We don't know much of the non-political history of Ireland during the 18th century, and indeed there is not much to be known. An Irish Parliament, consisting solely of landlords and their nominees, legislated as men do when the personal equation is allowed to pass unchecked. Meanwhile the agent collected such rents as he could get, with an occasional charge of slugs thrown in gratis: and the finest peasantry in the world slaved, starved, lied, stole, attended the means of grace, got drunk as often as possible, married and gave in marriage, harnessed itself to the landlord's carriage whenever that three-bottle divinity deigned an avatar, and hoarded up its pennies for the annual confiscation. Broadly speaking, it rendered unto Caesar the things that were Caesar's, and unto God the things that were God's—social-economic conditions being so arranged that Caesar's title covered everything except an insignificant by-product of atrophied souls.

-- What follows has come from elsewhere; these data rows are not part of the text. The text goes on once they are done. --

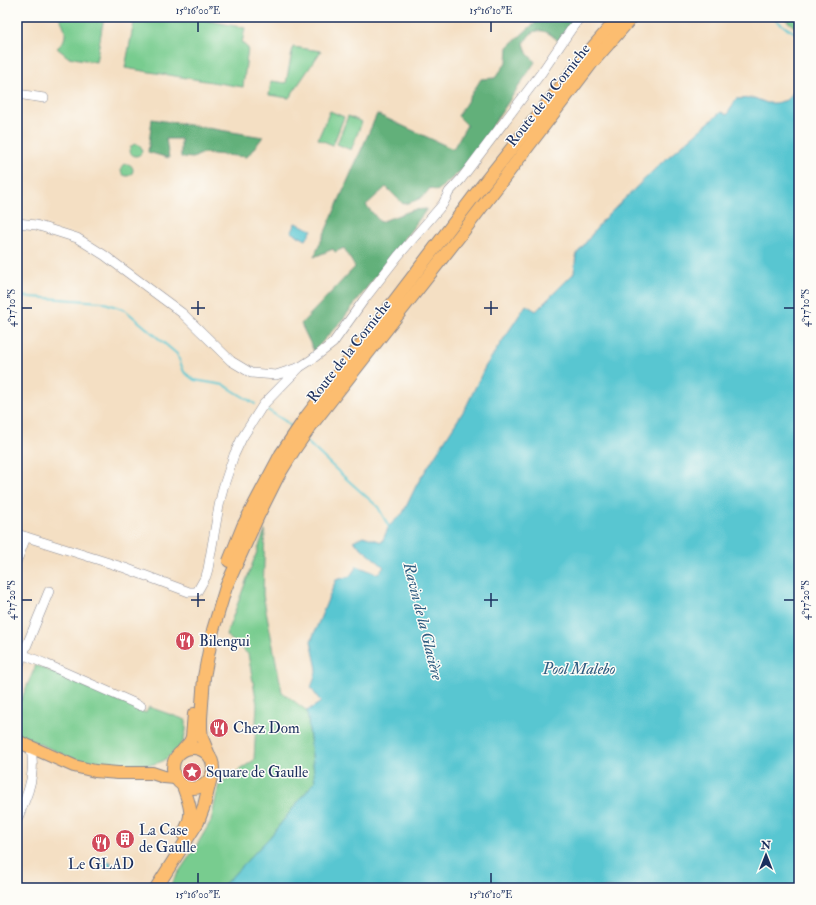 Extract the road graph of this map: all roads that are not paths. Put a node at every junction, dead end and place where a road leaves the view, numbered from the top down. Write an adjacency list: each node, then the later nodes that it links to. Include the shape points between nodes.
1 (580, 17): 7 (street, via 542,72 449,192 443,204 398,256 333,342)
2 (619, 17): 10 (main road, Route de la Corniche, via 481,187 306,417 281,454 243,526)
3 (632, 17): 10 (main road, Route de la Corniche, via 591,64 310,427 278,476)
4 (17, 94): 5 (street)
5 (44, 98)
6 (17, 223): 7 (street, via 36,225 77,238 104,255 182,313 231,361 251,374 276,375)
7 (300, 367): 8 (street, via 260,409 239,444 219,506 206,576 197,592 189,592 97,558)
8 (21, 536): 9 (street)
9 (17, 560)
10 (223, 585): 17 (main road, Route de la Corniche, via 203,636 192,737); 18 (main road, Route de la Corniche, via 204,677 201,729)
11 (49, 591): 12 (street)
12 (20, 653): 13 (street); 14 (street)
13 (17, 669)
14 (141, 706)
15 (17, 741): 16 (main road)
16 (31, 747): 19 (main road, via 74,766 95,771); 22 (street, via 31,781)
17 (180, 752): 18 (main road, via 190,747 204,750); 19 (main road, via 165,768); 21 (main road, Route de la Corniche, via 173,762 172,770)
18 (209, 755): 20 (main road, Route de la Corniche, via 214,769)
19 (152, 773): 21 (main road)
20 (211, 777): 21 (main road, via 201,786 194,788); 24 (main road, Route de la Corniche, via 198,822)
21 (179, 782): 23 (main road, Route de la Corniche, via 189,802 189,823)
22 (17, 820)
23 (147, 888)
24 (156, 888) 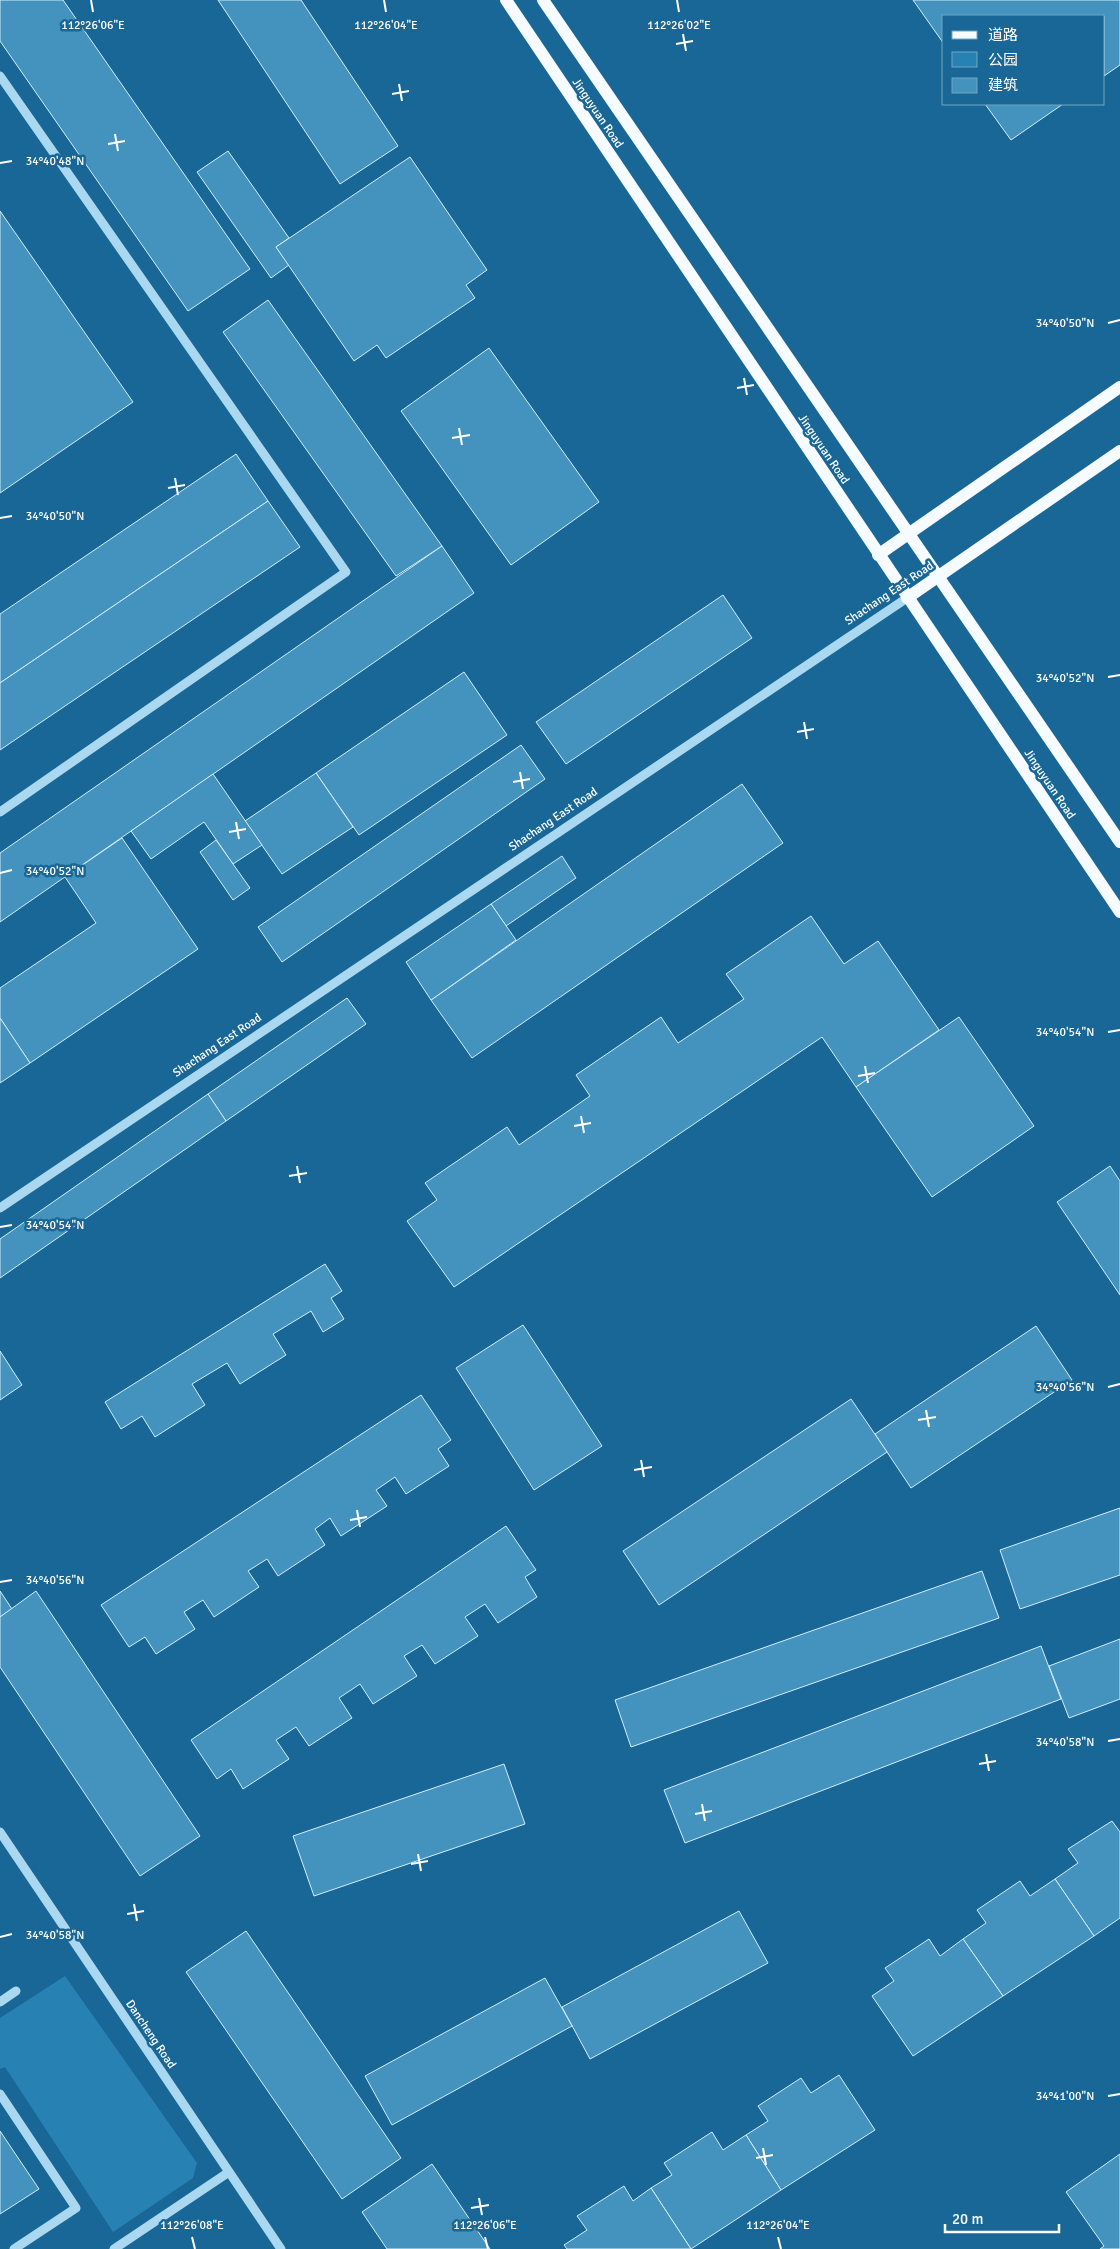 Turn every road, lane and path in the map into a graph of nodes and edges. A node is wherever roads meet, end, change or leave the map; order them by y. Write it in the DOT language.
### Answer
graph roads {
  1 [pos="506,0"];
  2 [pos="543,0"];
  3 [pos="0,76"];
  4 [pos="1120,387"];
  5 [pos="1120,451"];
  6 [pos="909,534"];
  7 [pos="878,555"];
  8 [pos="938,578"];
  9 [pos="907,598"];
  10 [pos="0,812"];
  11 [pos="1120,842"];
  12 [pos="1120,912"];
  13 [pos="0,1208"];
  14 [pos="0,1832"];
  15 [pos="16,1991"];
  16 [pos="0,2002"];
  17 [pos="0,2094"];
  18 [pos="229,2172"];
  19 [pos="14,2249"];
  20 [pos="114,2249"];
  21 [pos="281,2249"];
  1 -- 7 [label="main road, Jinguyuan Road"];
  2 -- 6 [label="main road, Jinguyuan Road"];
  3 -- 10 [label="street"];
  4 -- 6 [label="main road"];
  5 -- 8 [label="main road, Shachang East Road"];
  6 -- 7 [label="main road"];
  6 -- 8 [label="main road, Jinguyuan Road"];
  7 -- 9 [label="main road, Jinguyuan Road"];
  8 -- 9 [label="main road, Shachang East Road"];
  8 -- 11 [label="main road, Jinguyuan Road"];
  9 -- 12 [label="main road, Jinguyuan Road"];
  9 -- 13 [label="street, Shachang East Road"];
  14 -- 18 [label="street, Dancheng Road"];
  15 -- 16 [label="street"];
  17 -- 19 [label="street"];
  18 -- 20 [label="street"];
  18 -- 21 [label="street, Dancheng Road"];
}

However, we are concerned only with Ulster, where the native element of population, oblivious to Thrift, and instinctively loyal to anything in the shape of supremacy, had become alloyed with an ingredient derived from the most contumacious brood at that time in Western Europe, namely, the so-called Anglo-Saxon—a people unpleasantly apt in drawing a limit-line to aggression on its pocket, and by no means likely to content itself with an appeal to the Saints or the Muses. But was there no sectarian line of cleavage?—was there no party spirit abroad, seeing that, for the alleged safety of the Protestant population, the Catholics lived under severe penal laws? Well—

‘We hold the right of private judgment in matters of religion to be equally sacred in others as in ourselves; and, as men, as Christians, and as Protestants, we rejoice in the relaxation of the penal
laws against our Roman Catholic fellow-subjects; and we believe the measure to be fraught with the happiest consequences to the union and prosperity of Ireland.'

That is part of a resolution carried with only two dissentient voices in a meeting composed of the delegates of 143 corps of Ulster Volunteers, numbering 25,000 men. The meeting was held at Dungannon, Tyrone, in 1782. The Volunteers were tenants who, in 1778, had spontaneously enrolled themselves for defence against foreign invasion; Protestants only were eligible, as the possession of arms, except by special license, was prohibited to Catholics. Yet by a curious paradox—the American War being then in progress—the feeling of the Irish Protestant was strongly revolutionary, while the Irish Catholic, true to his fatal instinct of illogical veneration, was distinctly loyalist. Nevertheless, the bond of a common nationality had by this time overborne sectarian estrangement; and never before nor since has Ireland seen a time when the professors of those hostile creeds got drunk together in such amity. This is a historical fact which cannot be too often repeated.

‘Probably at no period since the days of Constantine,' says the accomplished and trustworthy Lecky, ‘was Catholicism so free from domineering and aggressive tendencies as during the Pontificates of Benedict XIV and his three successors.' This covers a period extending from 1740 to 1775; and we know that cycles of ecclesiastical polity never close abruptly. The Catholic was first to perceive that ‘when lenity and cruelty play for a kingdom, the gentler gamester is the soonest winner.'

But the Volunteers—armed and organised without the invitation or concurrence of Government—now began to propose reforms in parliamentary representation, amendments in internal legislation, a relaxation of trade restrictions, &c. So it was time for the man with a stake in the country to think about doing something.